Être subtil, mais pas trop…

En politique, plus particulièrement dans le contexte d’une campagne ou d’une pré-campagne électorale, l’humour est un outil – une arme presque – à manier avec extrême prudence. Cela, Michelle Blanc, candidate du PQ, l’a appris à ses dépens. Voulant mettre à profit son patronyme, celle-ci, qui se dit spécialiste des médias sociaux, a «tweeté» le message suivant: «Les gens qui veulent voter “blanc”, retenez que mon prénom, c’est Michelle.» Voilà qui s’inscrivait à merveille dans la récente stratégie du PQ, qui mise entre autres sur l’humour pour amadouer l’électrice et son pendant masculin.

Cette invitation détournée à voter Blanc, lancée par la dame du même nom, je l’ai trouvée, comment dire, rafraîchissante. «Voter blanc» étant une expression usuelle, donc bien connue, qui signifie annuler son vote ou s’abstenir de voter, il n’y avait pas là de quoi ruer dans les brancards ni s’énerver le poil des jambes.

Hélas! c’était compter sans l’interprétation on ne peut plus fantaisiste des sépulcres blanchis qui sévissent quasi impunément urbi et ordi (à la ville et sur la toile), c’est-à-dire dans le vrai monde autant que dans le virtuel! Ces émules de «Ma’me Blancheville», soucieux de toujours laver plus blanc que blanc, y ont vu une allusion malveillante à saveur raciste: voter blanc, par opposition à voter… «non blanc» (à savoir voter noir, jaune, rouge ou brun clair – basané, quoi! –, selon l’origine ethnique du candidat)!
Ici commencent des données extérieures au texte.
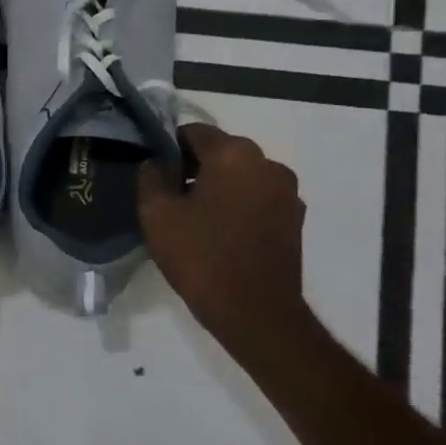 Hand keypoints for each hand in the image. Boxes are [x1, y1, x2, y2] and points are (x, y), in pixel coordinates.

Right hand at [137, 123, 307, 342]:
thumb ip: (151, 176)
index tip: (152, 172)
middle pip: (220, 152)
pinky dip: (235, 205)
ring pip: (239, 176)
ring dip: (215, 187)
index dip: (167, 148)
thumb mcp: (157, 213)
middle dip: (192, 167)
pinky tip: (216, 232)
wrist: (255, 312)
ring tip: (191, 217)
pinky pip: (255, 198)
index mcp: (235, 154)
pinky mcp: (294, 220)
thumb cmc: (201, 256)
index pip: (193, 132)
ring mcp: (287, 193)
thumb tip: (157, 164)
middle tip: (166, 196)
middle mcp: (269, 164) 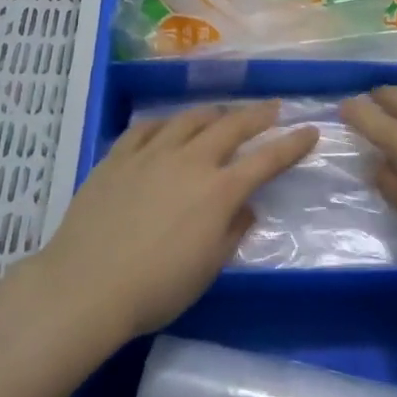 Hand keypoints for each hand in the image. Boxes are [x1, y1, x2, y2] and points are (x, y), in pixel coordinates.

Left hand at [25, 102, 316, 345]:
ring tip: (221, 113)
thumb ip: (232, 232)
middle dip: (258, 115)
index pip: (266, 160)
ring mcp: (152, 153)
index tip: (310, 131)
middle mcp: (190, 161)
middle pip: (231, 126)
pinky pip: (147, 127)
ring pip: (189, 119)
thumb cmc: (155, 289)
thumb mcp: (207, 269)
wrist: (86, 285)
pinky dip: (164, 123)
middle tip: (273, 108)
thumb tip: (246, 207)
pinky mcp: (119, 155)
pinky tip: (167, 126)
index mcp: (218, 191)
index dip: (292, 144)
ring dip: (212, 113) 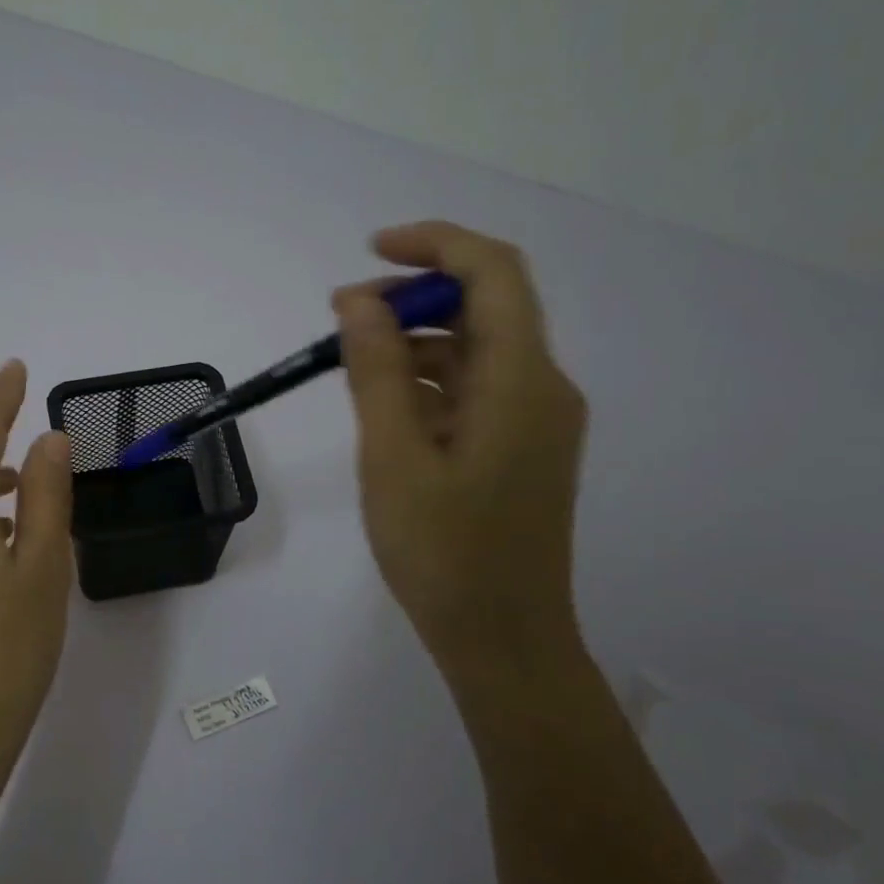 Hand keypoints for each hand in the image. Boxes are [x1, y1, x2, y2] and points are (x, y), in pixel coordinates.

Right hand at [334, 222, 587, 673]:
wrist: (502, 638)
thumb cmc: (443, 552)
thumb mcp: (393, 457)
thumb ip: (375, 371)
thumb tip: (357, 301)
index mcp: (522, 380)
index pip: (493, 272)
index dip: (434, 246)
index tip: (370, 252)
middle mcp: (541, 387)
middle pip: (485, 308)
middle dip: (414, 298)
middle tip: (342, 320)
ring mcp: (535, 421)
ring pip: (475, 353)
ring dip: (414, 344)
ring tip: (348, 364)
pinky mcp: (520, 450)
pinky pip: (474, 392)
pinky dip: (428, 384)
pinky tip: (382, 408) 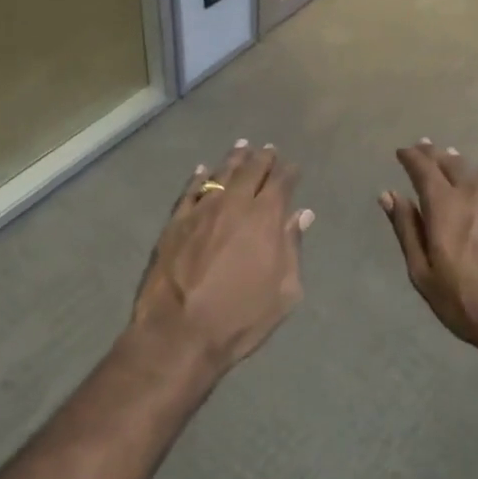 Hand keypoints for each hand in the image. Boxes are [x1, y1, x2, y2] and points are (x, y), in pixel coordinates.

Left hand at [132, 141, 311, 374]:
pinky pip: (190, 190)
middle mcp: (234, 203)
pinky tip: (203, 170)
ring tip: (242, 146)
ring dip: (234, 159)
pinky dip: (199, 177)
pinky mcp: (175, 221)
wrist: (179, 332)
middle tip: (269, 149)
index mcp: (265, 217)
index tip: (293, 167)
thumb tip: (302, 215)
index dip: (289, 172)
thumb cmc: (240, 317)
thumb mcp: (284, 291)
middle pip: (251, 170)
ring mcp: (201, 210)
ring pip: (221, 173)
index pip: (281, 182)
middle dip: (263, 158)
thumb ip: (292, 247)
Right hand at [380, 141, 477, 368]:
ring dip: (460, 164)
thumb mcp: (424, 273)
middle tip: (424, 147)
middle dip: (434, 154)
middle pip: (452, 163)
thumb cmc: (468, 303)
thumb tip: (389, 195)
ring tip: (452, 159)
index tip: (402, 152)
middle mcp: (475, 193)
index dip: (411, 157)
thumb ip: (407, 229)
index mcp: (445, 205)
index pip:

Pincez-moi, quelqu’un! Ce que je trouve éminemment déplorable dans cette sale et triste histoire, c’est que, sans coup férir, Mme Blanc ait hissé le drapeau blanc, c’est-à-dire choisi de retirer son message, et cela à cause des cris d’orfraie qu’a soulevés son petit jeu de mots bien innocent. Or, jamais ne devrait-on plier devant l’ignorance, encore moins reculer face à la bêtise! Mais, que voulez-vous, on ne peut risquer de perdre des votes. Pas question, donc, de tirer – même «à blanc» – sur cette imbécillité délirante qui, pour toute virtuelle qu’elle soit, n’en demeure pas moins réelle, ô combien! L’idée cardinale, c’est somme toute de prêter flanc le moins possible à la critique aveugle et sauvage.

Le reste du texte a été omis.